* GOAL OF THE EXERCISE *
Report how many lines below include "edges", giving the figure alone.

* Data records *
────────────────────────────────────────
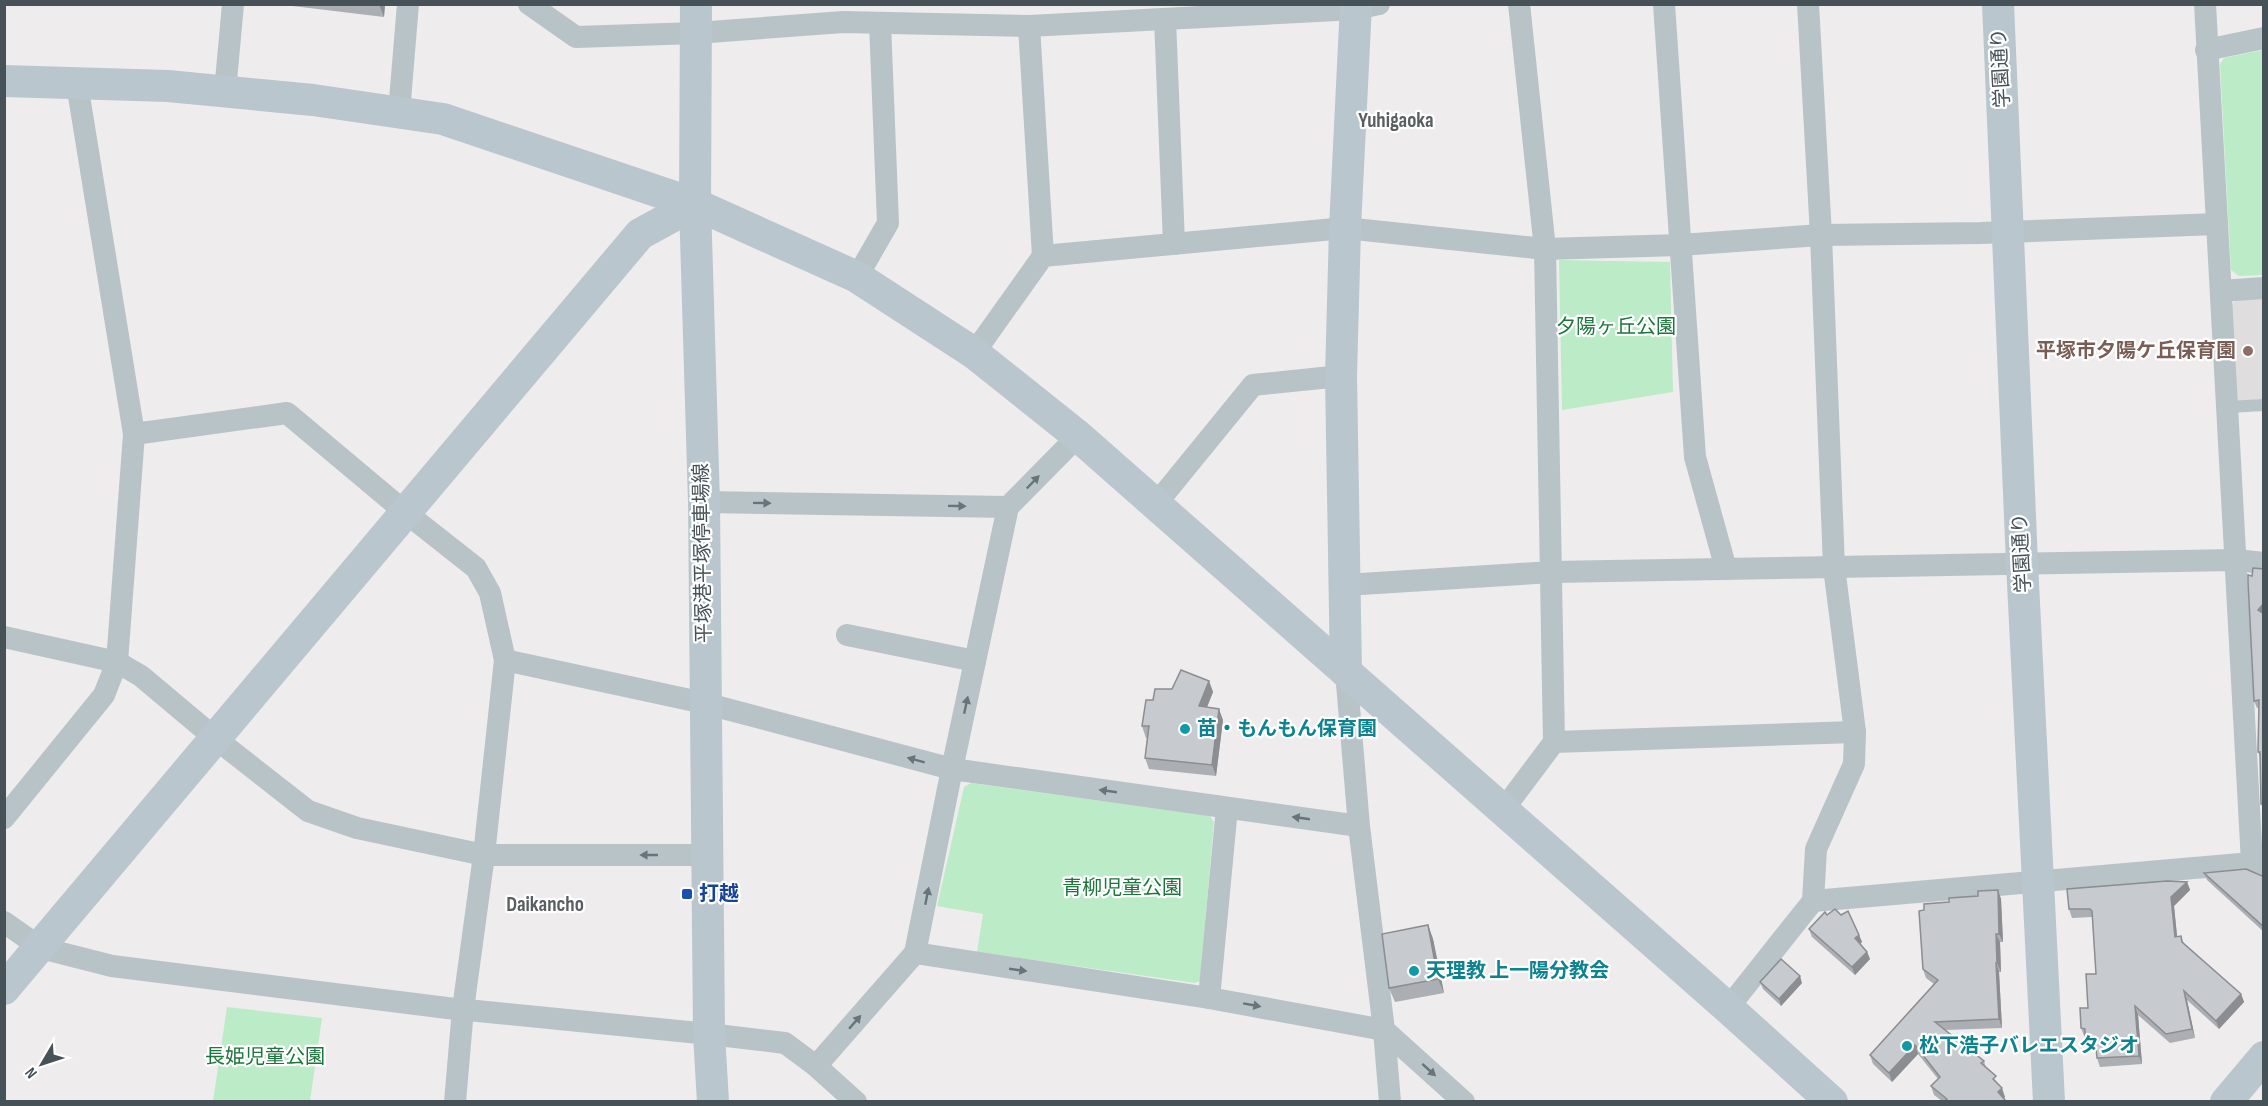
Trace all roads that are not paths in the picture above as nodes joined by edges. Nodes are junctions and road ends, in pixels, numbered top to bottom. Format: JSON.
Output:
{"nodes":[{"id":1,"x":233,"y":4,"type":"edge"},
{"id":2,"x":408,"y":4,"type":"edge"},
{"id":3,"x":529,"y":4,"type":"edge"},
{"id":4,"x":1519,"y":4,"type":"edge"},
{"id":5,"x":1664,"y":4,"type":"edge"},
{"id":6,"x":1808,"y":4,"type":"edge"},
{"id":7,"x":1998,"y":4,"type":"edge"},
{"id":8,"x":2205,"y":4,"type":"edge"},
{"id":9,"x":1363,"y":6,"type":"edge"},
{"id":10,"x":844,"y":13,"type":"edge"},
{"id":11,"x":1128,"y":13,"type":"edge"},
{"id":12,"x":696,"y":19,"type":"edge"},
{"id":13,"x":1165,"y":19,"type":"junction"},
{"id":14,"x":880,"y":23,"type":"junction"},
{"id":15,"x":1029,"y":26,"type":"junction"},
{"id":16,"x":2264,"y":38,"type":"edge"},
{"id":17,"x":2206,"y":50,"type":"junction"},
{"id":18,"x":4,"y":81,"type":"edge"},
{"id":19,"x":77,"y":84,"type":"junction"},
{"id":20,"x":225,"y":92,"type":"junction"},
{"id":21,"x":399,"y":112,"type":"junction"},
{"id":22,"x":695,"y":204,"type":"junction"},
{"id":23,"x":2217,"y":224,"type":"junction"},
{"id":24,"x":1345,"y":228,"type":"junction"},
{"id":25,"x":2008,"y":232,"type":"junction"},
{"id":26,"x":1821,"y":236,"type":"junction"},
{"id":27,"x":1174,"y":244,"type":"junction"},
{"id":28,"x":1680,"y":245,"type":"junction"},
{"id":29,"x":1545,"y":249,"type":"junction"},
{"id":30,"x":1043,"y":256,"type":"junction"},
{"id":31,"x":857,"y":277,"type":"junction"},
{"id":32,"x":2264,"y":288,"type":"edge"},
{"id":33,"x":2221,"y":291,"type":"junction"},
{"id":34,"x":974,"y":353,"type":"junction"},
{"id":35,"x":1341,"y":376,"type":"junction"},
{"id":36,"x":2264,"y":405,"type":"edge"},
{"id":37,"x":2228,"y":407,"type":"junction"},
{"id":38,"x":134,"y":434,"type":"junction"},
{"id":39,"x":1078,"y":436,"type":"junction"},
{"id":40,"x":704,"y":502,"type":"junction"},
{"id":41,"x":1156,"y":504,"type":"junction"},
{"id":42,"x":1008,"y":507,"type":"junction"},
{"id":43,"x":405,"y":512,"type":"junction"},
{"id":44,"x":2236,"y":560,"type":"junction"},
{"id":45,"x":2022,"y":563,"type":"junction"},
{"id":46,"x":2264,"y":563,"type":"edge"},
{"id":47,"x":1834,"y":567,"type":"junction"},
{"id":48,"x":1726,"y":569,"type":"junction"},
{"id":49,"x":1552,"y":572,"type":"junction"},
{"id":50,"x":1346,"y":585,"type":"junction"},
{"id":51,"x":847,"y":635,"type":"dead end"},
{"id":52,"x":4,"y":637,"type":"edge"},
{"id":53,"x":505,"y":660,"type":"junction"},
{"id":54,"x":975,"y":661,"type":"junction"},
{"id":55,"x":117,"y":662,"type":"junction"},
{"id":56,"x":1346,"y":672,"type":"junction"},
{"id":57,"x":704,"y":703,"type":"junction"},
{"id":58,"x":1855,"y":732,"type":"junction"},
{"id":59,"x":216,"y":739,"type":"junction"},
{"id":60,"x":1554,"y":742,"type":"junction"},
{"id":61,"x":952,"y":770,"type":"junction"},
{"id":62,"x":1227,"y":808,"type":"junction"},
{"id":63,"x":1503,"y":810,"type":"junction"},
{"id":64,"x":4,"y":818,"type":"edge"},
{"id":65,"x":1359,"y":826,"type":"junction"},
{"id":66,"x":484,"y":855,"type":"junction"},
{"id":67,"x":707,"y":855,"type":"junction"},
{"id":68,"x":2258,"y":866,"type":"edge"},
{"id":69,"x":2038,"y":881,"type":"junction"},
{"id":70,"x":1814,"y":901,"type":"junction"},
{"id":71,"x":4,"y":922,"type":"edge"},
{"id":72,"x":41,"y":948,"type":"junction"},
{"id":73,"x":915,"y":953,"type":"junction"},
{"id":74,"x":4,"y":989,"type":"edge"},
{"id":75,"x":1209,"y":998,"type":"junction"},
{"id":76,"x":1728,"y":1008,"type":"junction"},
{"id":77,"x":463,"y":1009,"type":"junction"},
{"id":78,"x":1384,"y":1030,"type":"junction"},
{"id":79,"x":709,"y":1034,"type":"junction"},
{"id":80,"x":2264,"y":1057,"type":"edge"},
{"id":81,"x":816,"y":1066,"type":"junction"},
{"id":82,"x":454,"y":1101,"type":"edge"},
{"id":83,"x":713,"y":1101,"type":"edge"},
{"id":84,"x":856,"y":1101,"type":"edge"},
{"id":85,"x":1390,"y":1101,"type":"edge"},
{"id":86,"x":1464,"y":1101,"type":"edge"},
{"id":87,"x":1832,"y":1101,"type":"edge"},
{"id":88,"x":2049,"y":1101,"type":"edge"},
{"id":89,"x":2226,"y":1101,"type":"edge"}],
"edges":[{"from":1,"to":20,"type":"street"},
{"from":2,"to":21,"type":"street"},
{"from":3,"to":12,"type":"street"},
{"from":4,"to":29,"type":"street"},
{"from":5,"to":28,"type":"street"},
{"from":6,"to":26,"type":"street"},
{"from":7,"to":25,"type":"street","name":"学園通り"},
{"from":8,"to":17,"type":"street"},
{"from":9,"to":13,"type":"street"},
{"from":9,"to":24,"type":"street"},
{"from":10,"to":12,"type":"street"},
{"from":10,"to":14,"type":"street"},
{"from":11,"to":13,"type":"street"},
{"from":11,"to":15,"type":"street"},
{"from":12,"to":22,"type":"street","name":"平塚港平塚停車場線"},
{"from":13,"to":27,"type":"street"},
{"from":14,"to":15,"type":"street"},
{"from":14,"to":31,"type":"street"},
{"from":15,"to":30,"type":"street"},
{"from":16,"to":17,"type":"street"},
{"from":17,"to":23,"type":"street"},
{"from":18,"to":19,"type":"street"},
{"from":19,"to":20,"type":"street"},
{"from":19,"to":38,"type":"street"},
{"from":20,"to":21,"type":"street"},
{"from":21,"to":22,"type":"street"},
{"from":22,"to":31,"type":"street"},
{"from":22,"to":40,"type":"street","name":"平塚港平塚停車場線"},
{"from":22,"to":43,"type":"street"},
{"from":23,"to":25,"type":"street"},
{"from":23,"to":33,"type":"street"},
{"from":24,"to":27,"type":"street"},
{"from":24,"to":29,"type":"street"},
{"from":24,"to":35,"type":"street"},
{"from":25,"to":26,"type":"street"},
{"from":25,"to":45,"type":"street","name":"学園通り"},
{"from":26,"to":28,"type":"street"},
{"from":26,"to":47,"type":"street"},
{"from":27,"to":30,"type":"street"},
{"from":28,"to":29,"type":"street"},
{"from":28,"to":48,"type":"street"},
{"from":29,"to":49,"type":"street"},
{"from":30,"to":34,"type":"street"},
{"from":31,"to":34,"type":"street"},
{"from":32,"to":33,"type":"street"},
{"from":33,"to":37,"type":"street"},
{"from":34,"to":39,"type":"street"},
{"from":35,"to":41,"type":"street"},
{"from":35,"to":50,"type":"street"},
{"from":36,"to":37,"type":"lane"},
{"from":37,"to":44,"type":"street"},
{"from":38,"to":43,"type":"street"},
{"from":38,"to":55,"type":"street"},
{"from":39,"to":41,"type":"street"},
{"from":42,"to":39,"type":"street","one_way":true},
{"from":40,"to":42,"type":"street","one_way":true},
{"from":40,"to":57,"type":"street","name":"平塚港平塚停車場線"},
{"from":41,"to":56,"type":"street"},
{"from":42,"to":54,"type":"street"},
{"from":43,"to":53,"type":"street"},
{"from":43,"to":59,"type":"street"},
{"from":44,"to":45,"type":"street"},
{"from":44,"to":46,"type":"street"},
{"from":44,"to":68,"type":"street"},
{"from":45,"to":47,"type":"street"},
{"from":45,"to":69,"type":"street","name":"学園通り"},
{"from":47,"to":48,"type":"street"},
{"from":47,"to":58,"type":"street"},
{"from":48,"to":49,"type":"street"},
{"from":49,"to":50,"type":"street"},
{"from":49,"to":60,"type":"street"},
{"from":50,"to":56,"type":"street"},
{"from":51,"to":54,"type":"street"},
{"from":52,"to":55,"type":"street"},
{"from":53,"to":57,"type":"street"},
{"from":53,"to":66,"type":"street"},
{"from":61,"to":54,"type":"street","one_way":true},
{"from":55,"to":59,"type":"street"},
{"from":55,"to":64,"type":"street"},
{"from":56,"to":63,"type":"street"},
{"from":56,"to":65,"type":"street"},
{"from":61,"to":57,"type":"street","one_way":true},
{"from":57,"to":67,"type":"street","name":"平塚港平塚停車場線"},
{"from":58,"to":60,"type":"street"},
{"from":58,"to":70,"type":"street"},
{"from":59,"to":66,"type":"street"},
{"from":59,"to":72,"type":"street"},
{"from":60,"to":63,"type":"street"},
{"from":62,"to":61,"type":"street","one_way":true},
{"from":73,"to":61,"type":"street","one_way":true},
{"from":65,"to":62,"type":"street","one_way":true},
{"from":62,"to":75,"type":"street"},
{"from":63,"to":76,"type":"street"},
{"from":65,"to":78,"type":"street"},
{"from":67,"to":66,"type":"street","one_way":true},
{"from":66,"to":77,"type":"street"},
{"from":67,"to":79,"type":"street","name":"平塚港平塚停車場線"},
{"from":68,"to":69,"type":"street"},
{"from":69,"to":70,"type":"street"},
{"from":69,"to":88,"type":"street","name":"学園通り"},
{"from":70,"to":76,"type":"street"},
{"from":71,"to":72,"type":"street"},
{"from":72,"to":74,"type":"street"},
{"from":72,"to":77,"type":"street"},
{"from":73,"to":75,"type":"street","one_way":true},
{"from":81,"to":73,"type":"street","one_way":true},
{"from":75,"to":78,"type":"street","one_way":true},
{"from":76,"to":87,"type":"street"},
{"from":77,"to":79,"type":"street"},
{"from":77,"to":82,"type":"street"},
{"from":78,"to":85,"type":"street"},
{"from":78,"to":86,"type":"street","one_way":true},
{"from":79,"to":81,"type":"street"},
{"from":79,"to":83,"type":"street","name":"平塚港平塚停車場線"},
{"from":80,"to":89,"type":"street"},
{"from":81,"to":84,"type":"street"}]}
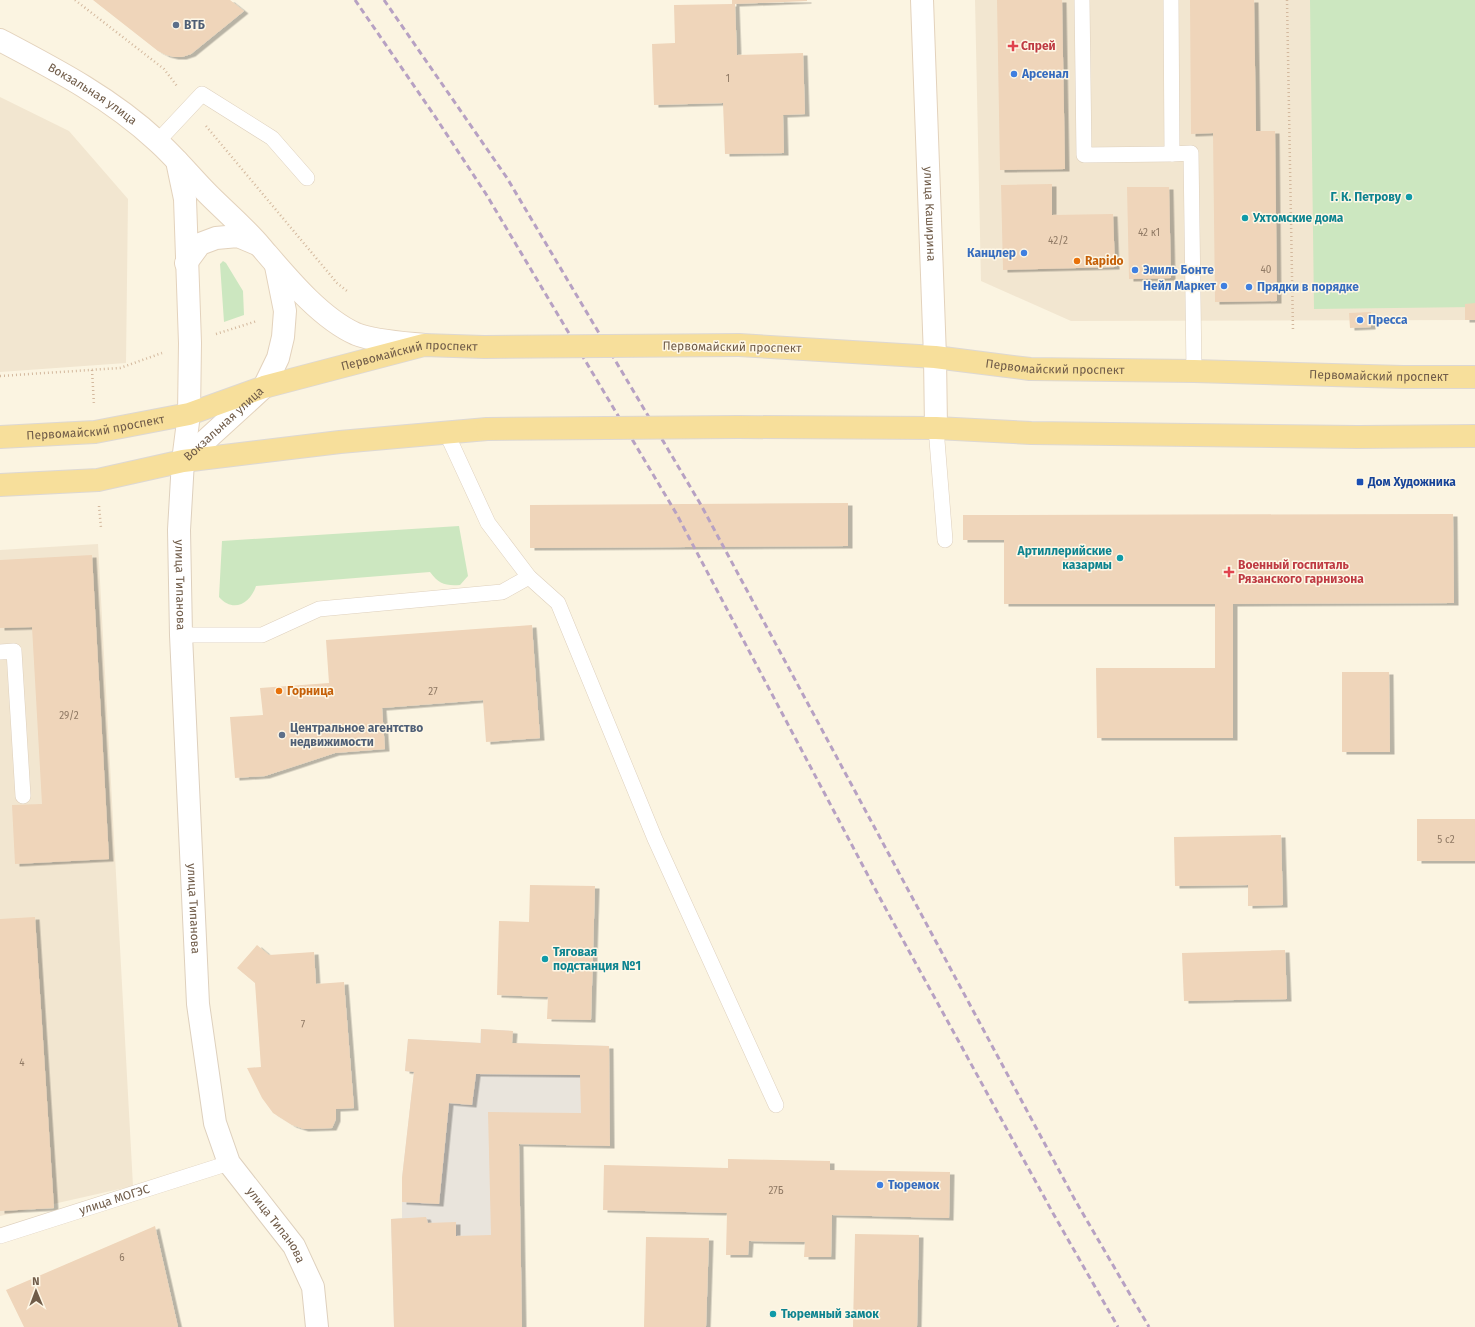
────────────────────────────────────────
* REPLY TO THE TASK *
2